How-to: HPA in scaling policies
Scaling policies are the recommended way to manage horizontal autoscaling across your workloads. By configuring HPA at the policy level, you apply consistent settings to all workloads assigned to the policy, reducing per-workload configuration overhead and ensuring uniform scaling behavior.
This guide covers how to add horizontal autoscaling to a scaling policy, how taking ownership of existing HPAs works at the policy level, and how workload-level overrides interact with policy-inherited settings.
For configuring horizontal autoscaling on individual workloads outside of a policy, see Configure HPA on a workload.
Before you begin
Ensure the following prerequisites are met:
- The following minimum component versions are installed in your cluster:
| Component | Version |
|---|---|
| castai-workload-autoscaler | v0.44.0 or later |
| castai-agent | v0.60.0 or later |
- You have an existing scaling policy, or the ability to create one (see Create a scaling policy)
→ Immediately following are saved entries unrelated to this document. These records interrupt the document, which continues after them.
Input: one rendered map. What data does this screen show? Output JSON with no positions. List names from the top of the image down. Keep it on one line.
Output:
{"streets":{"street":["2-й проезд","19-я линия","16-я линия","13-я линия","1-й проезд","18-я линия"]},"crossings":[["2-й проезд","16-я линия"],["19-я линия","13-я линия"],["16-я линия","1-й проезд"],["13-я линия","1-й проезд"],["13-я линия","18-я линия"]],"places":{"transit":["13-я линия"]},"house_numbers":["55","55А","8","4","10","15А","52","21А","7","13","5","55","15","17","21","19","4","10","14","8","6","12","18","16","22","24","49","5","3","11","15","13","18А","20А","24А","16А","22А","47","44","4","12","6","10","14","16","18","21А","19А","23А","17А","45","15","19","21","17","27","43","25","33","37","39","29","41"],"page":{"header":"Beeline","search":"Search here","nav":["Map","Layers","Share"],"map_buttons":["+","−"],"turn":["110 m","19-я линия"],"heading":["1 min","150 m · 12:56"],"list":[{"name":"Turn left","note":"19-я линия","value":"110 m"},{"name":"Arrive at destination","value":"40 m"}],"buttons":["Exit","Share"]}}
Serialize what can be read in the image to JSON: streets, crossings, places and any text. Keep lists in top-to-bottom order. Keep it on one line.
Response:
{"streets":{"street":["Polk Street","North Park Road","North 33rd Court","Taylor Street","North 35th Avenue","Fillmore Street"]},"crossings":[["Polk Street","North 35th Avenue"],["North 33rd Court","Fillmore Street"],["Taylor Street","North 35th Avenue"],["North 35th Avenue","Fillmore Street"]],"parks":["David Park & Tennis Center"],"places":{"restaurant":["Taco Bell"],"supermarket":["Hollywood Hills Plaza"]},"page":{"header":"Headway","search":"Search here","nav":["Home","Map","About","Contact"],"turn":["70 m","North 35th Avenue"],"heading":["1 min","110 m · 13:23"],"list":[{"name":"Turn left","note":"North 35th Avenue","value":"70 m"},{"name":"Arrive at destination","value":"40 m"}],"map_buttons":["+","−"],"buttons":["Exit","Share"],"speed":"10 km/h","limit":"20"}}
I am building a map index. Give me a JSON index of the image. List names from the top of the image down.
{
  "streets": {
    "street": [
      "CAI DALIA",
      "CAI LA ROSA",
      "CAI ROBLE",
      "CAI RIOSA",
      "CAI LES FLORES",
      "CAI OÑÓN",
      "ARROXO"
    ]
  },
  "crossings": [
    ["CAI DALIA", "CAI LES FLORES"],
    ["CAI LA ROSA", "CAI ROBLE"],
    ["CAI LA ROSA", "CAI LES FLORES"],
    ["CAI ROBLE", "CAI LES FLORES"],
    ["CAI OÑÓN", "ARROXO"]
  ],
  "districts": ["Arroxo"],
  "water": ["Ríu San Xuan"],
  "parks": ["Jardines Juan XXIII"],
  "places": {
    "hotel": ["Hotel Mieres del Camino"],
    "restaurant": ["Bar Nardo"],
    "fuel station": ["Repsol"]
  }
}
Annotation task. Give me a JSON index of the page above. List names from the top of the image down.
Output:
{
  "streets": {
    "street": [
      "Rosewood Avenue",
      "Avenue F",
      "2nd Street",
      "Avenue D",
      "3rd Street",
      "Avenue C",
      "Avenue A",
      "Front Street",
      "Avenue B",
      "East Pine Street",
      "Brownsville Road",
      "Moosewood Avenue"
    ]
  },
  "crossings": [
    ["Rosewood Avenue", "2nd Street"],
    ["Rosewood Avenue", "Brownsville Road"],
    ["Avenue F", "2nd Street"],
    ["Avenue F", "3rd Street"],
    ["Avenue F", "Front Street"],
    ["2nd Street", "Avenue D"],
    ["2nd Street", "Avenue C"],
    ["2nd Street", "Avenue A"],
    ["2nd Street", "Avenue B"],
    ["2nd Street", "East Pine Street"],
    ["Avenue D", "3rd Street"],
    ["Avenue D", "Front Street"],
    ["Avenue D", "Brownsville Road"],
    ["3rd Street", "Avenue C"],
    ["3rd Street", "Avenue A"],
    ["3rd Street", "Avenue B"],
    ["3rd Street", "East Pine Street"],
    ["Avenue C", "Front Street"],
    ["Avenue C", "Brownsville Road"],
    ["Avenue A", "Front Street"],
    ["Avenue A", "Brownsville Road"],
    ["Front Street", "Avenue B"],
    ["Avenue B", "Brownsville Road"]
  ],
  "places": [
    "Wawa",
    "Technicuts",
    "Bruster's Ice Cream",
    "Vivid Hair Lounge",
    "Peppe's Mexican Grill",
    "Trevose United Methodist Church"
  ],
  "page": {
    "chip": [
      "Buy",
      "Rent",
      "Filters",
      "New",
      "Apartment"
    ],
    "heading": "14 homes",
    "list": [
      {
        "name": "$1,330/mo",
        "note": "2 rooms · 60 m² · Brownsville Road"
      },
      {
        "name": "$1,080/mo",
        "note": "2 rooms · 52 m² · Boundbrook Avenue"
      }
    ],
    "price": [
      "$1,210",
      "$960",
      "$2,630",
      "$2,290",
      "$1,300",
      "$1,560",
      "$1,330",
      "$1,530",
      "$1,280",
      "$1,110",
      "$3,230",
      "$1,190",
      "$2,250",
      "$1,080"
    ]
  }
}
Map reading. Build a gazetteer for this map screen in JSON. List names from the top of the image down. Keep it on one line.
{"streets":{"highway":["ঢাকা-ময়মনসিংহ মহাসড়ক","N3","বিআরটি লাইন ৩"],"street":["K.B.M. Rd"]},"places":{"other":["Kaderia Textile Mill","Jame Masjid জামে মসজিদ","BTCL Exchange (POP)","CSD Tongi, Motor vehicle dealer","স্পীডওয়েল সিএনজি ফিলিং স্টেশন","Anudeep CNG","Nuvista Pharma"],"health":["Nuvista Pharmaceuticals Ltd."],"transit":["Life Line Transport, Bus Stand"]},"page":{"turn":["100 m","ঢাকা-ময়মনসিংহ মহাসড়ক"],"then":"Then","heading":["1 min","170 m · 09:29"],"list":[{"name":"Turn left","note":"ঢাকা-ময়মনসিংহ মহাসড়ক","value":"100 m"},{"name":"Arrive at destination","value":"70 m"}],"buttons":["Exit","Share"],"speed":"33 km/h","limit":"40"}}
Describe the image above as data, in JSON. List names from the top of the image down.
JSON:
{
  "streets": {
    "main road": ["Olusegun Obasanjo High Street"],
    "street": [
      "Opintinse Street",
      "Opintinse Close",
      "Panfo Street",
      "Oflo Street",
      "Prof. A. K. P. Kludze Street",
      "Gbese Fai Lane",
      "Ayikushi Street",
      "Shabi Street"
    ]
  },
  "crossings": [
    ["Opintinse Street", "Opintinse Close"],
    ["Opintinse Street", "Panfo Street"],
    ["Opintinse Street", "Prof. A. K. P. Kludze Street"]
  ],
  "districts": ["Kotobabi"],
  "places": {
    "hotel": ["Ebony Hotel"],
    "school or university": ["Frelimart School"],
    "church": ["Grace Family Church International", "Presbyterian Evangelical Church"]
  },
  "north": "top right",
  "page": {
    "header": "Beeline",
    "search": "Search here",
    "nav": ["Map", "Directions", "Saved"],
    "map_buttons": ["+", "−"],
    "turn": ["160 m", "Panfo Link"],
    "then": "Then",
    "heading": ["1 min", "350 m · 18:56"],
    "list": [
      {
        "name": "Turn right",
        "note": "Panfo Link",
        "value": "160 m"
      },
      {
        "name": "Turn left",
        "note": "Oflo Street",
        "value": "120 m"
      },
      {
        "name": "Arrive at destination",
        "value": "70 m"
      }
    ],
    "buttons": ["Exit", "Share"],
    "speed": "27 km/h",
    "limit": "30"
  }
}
- If workloads assigned to the policy have existing native HPAs that you want Cast AI to manage, they must use only basic resource targets (CPU or memory utilization) and not be owned by a third-party controller. See Eligibility for take ownership for full requirements.
Add HPA to a scaling policy
-
Navigate to Workload Autoscaler > Scaling policies
-
Click on the policy you want to configure, or create a new policy
-
Open the Horizontal Rightsizing tab
-
Click Create HPA object

-
Configure the HPA settings:
- HPA ownership — Control whether this policy takes over native HPAs of workloads that already have them configured
- Basic behavior — Set the minimum and maximum number of replicas
- Triggers — Add CPU utilization, memory utilization, or both, with target percentages
- Autoscaling behavior (optional) — Configure stabilization windows and scaling policies for scale-up and scale-down directions. See the Configure horizontal autoscaling guide for a detailed breakdown of each field. Additional options like
selectPolicyare available via annotations.

-
Save the policy
Once saved, all workloads assigned to this policy that are eligible for horizontal autoscaling will inherit these settings. Cast AI creates a native HorizontalPodAutoscaler resource for each eligible workload.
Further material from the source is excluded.